Hannah Eklund of AltSounds called the album a "masterpiece [that] is catchy, vibrant and upbeat". She praised the album's "ridiculously good vibes," which leave you "smiling". In addition, she noted that the music is "full of passion and fun, making them such an easily liked band". Melodic reviewer Tom Spinelli compared the album to the Put Up or Shut Up EP, calling it "full of energy and life". He noted that the album displays "a mature step forward in the "pop punk genre".

===Commercial performance and accolades===
So Wrong, It's Right sold 14,225 copies in its first week of release. By May 2009, the album had sold over 180,000 copies. The album charted at number 62 on the Billboard 200, number six on the Independent Albums chart, number 12 on the Alternative Albums chart, number 14 on the Top Rock Albums chart, and number 20 on the Digital Albums chart. It also reached number 167 in Japan. "Dear Maria, Count Me In" was certified Gold by the RIAA in April 2011, and Platinum in April 2015. RIAA certified the album Gold in May 2017.

idobi Radio included the album on their best of 2007 list. Alternative Press included "This Is How We Do" and "Come One, Come All" on their list of the band's best non-single songs. BuzzFeed included the album at number 34 on their 36 Pop Punk Albums You Need To Hear Before You F——ing Die list. The album was included at number 10 on Rock Sounds The 51 Most Essential Pop Punk Albums of All Time list. The album was included on Alternative Press listicle of albums turning 10 years old in 2017. Mackenize Hall wrote that the album "pleased the cult of existing fans, won over a significant portion of their daily, sweaty crowds and had the industry hungry for more". Hall noted that the band still featured "Remembering Sunday", "Six Feet Under the Stars" and "Dear Maria, Count Me In" in their live sets.

==Track listing==
All music written and performed by All Time Low, all lyrics written by Alex Gaskarth, except "Holly (Would You Turn Me On)" by All Time Low, Sam Hollander and Dave Katz.

Standard Edition
| No. | Title | Length |
|---|---|---|
| 1. | "This Is How We Do" | 2:29 |
| 2. | "Let It Roll" | 3:00 |
| 3. | "Six Feet Under the Stars" | 3:36 |
| 4. | "Holly (Would You Turn Me On?)" | 3:52 |
| 5. | "The Beach" | 3:01 |
| 6. | "Dear Maria, Count Me In" | 3:02 |
| 7. | "Shameless" | 3:41 |
| 8. | "Remembering Sunday" (featuring Juliet Simms) | 4:16 |
| 9. | "Vegas" | 2:49 |
| 10. | "Stay Awake (Dreams Only Last for a Night)" | 3:34 |
| 11. | "Come One, Come All" | 3:32 |
| 12. | "Poppin' Champagne" | 3:21 |
| Total length: |  | 40:12 |

iTunes Deluxe Edition Bonus Tracks
| No. | Title | Length |
|---|---|---|
| 13. | "Poppin' Champagne" (video mix) | 3:05 |
| 14. | "Dear Maria, Count Me In" (Connect Sets acoustic) | 3:28 |
| 15. | "Six Feet Under the Stars" (acoustic) | 3:24 |
| 16. | "Let It Roll" (Connect Sets acoustic) | 3:25 |
| 17. | "Stay Awake (Dreams Only Last for a Night)" (acoustic) | 3:36 |
| 18. | "Dear Maria, Count Me In" (music video) | 3:10 |
| 19. | "Six Feet Under the Stars" (music video) | 3:46 |

Japanese Bonus Tracks
| No. | Title | Length |
|---|---|---|
| 13. | "Break Out!

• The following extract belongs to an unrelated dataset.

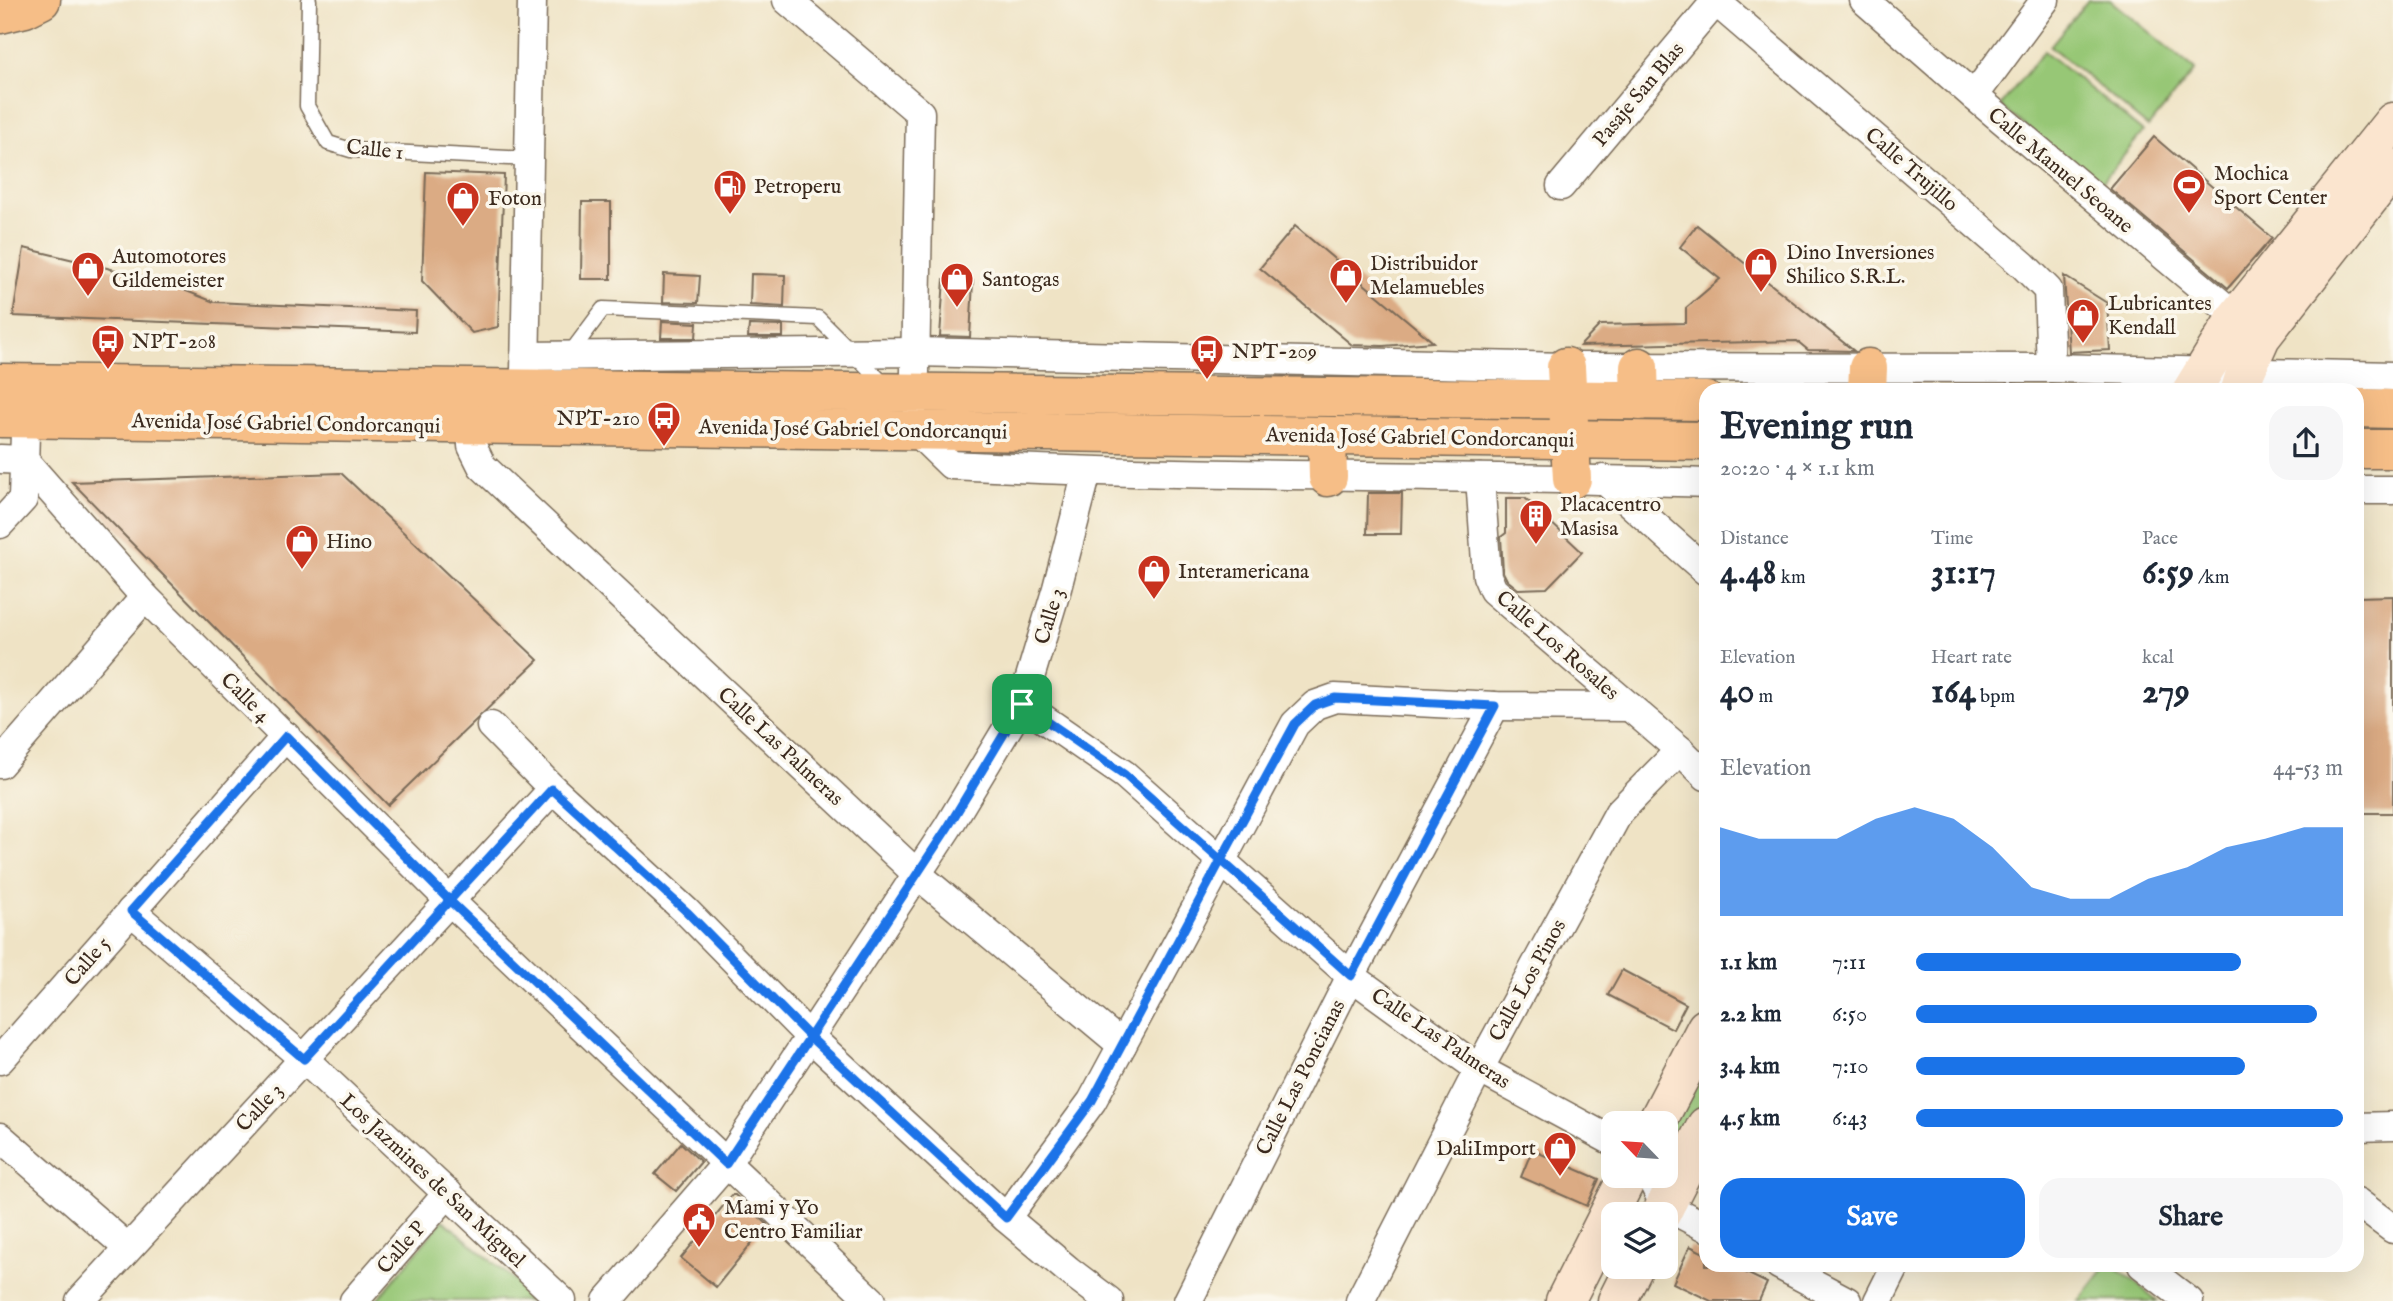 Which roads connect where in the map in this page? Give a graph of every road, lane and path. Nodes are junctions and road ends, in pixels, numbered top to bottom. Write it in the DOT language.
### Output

Break Out!" (acoustic) | 3:05 |
| 14. | "Stay Awake (Dreams Only Last for a Night)" (acoustic) | 3:59 |
| 15. | "Coffee Shop Soundtrack" (enhanced video) |  |

==Personnel==
Personnel per digital booklet.

All Time Low
- Alex Gaskarth – guitar, lead vocals
- Jack Barakat – guitar
- Rian Dawson – drums
- Zack Merrick – bass

Additional musicians
- Juliet Simms – additional vocals on "Remembering Sunday"
- All Time Low, The Dangerous Summer, Matt Flyzik, Dan Dori, Jason Park, Alex Grieco – gang vocals

Production
- Matt Squire – producer, engineer, mixing
- Paul Leavitt – producer, engineer
- Ted Jensen – mastering
- Jesse Burton – design

==Charts and certifications==

===Weekly charts===

| Chart (2007) | Peak position |
|---|---|
| Japan Albums Chart | 167 |
| US Billboard 200 | 62 |
| US Billboard Alternative Albums | 12 |
| US Billboard Digital Albums | 20 |
| US Billboard Independent Albums | 6 |
| US Billboard Top Rock Albums | 14 |

===Certifications===

| Region | Certification | Certified units/sales |
| United Kingdom (BPI) | Silver | 60,000^{‡} |
| United States (RIAA) | Platinum | 1,000,000^{‡} |
^{‡} Sales+streaming figures based on certification alone.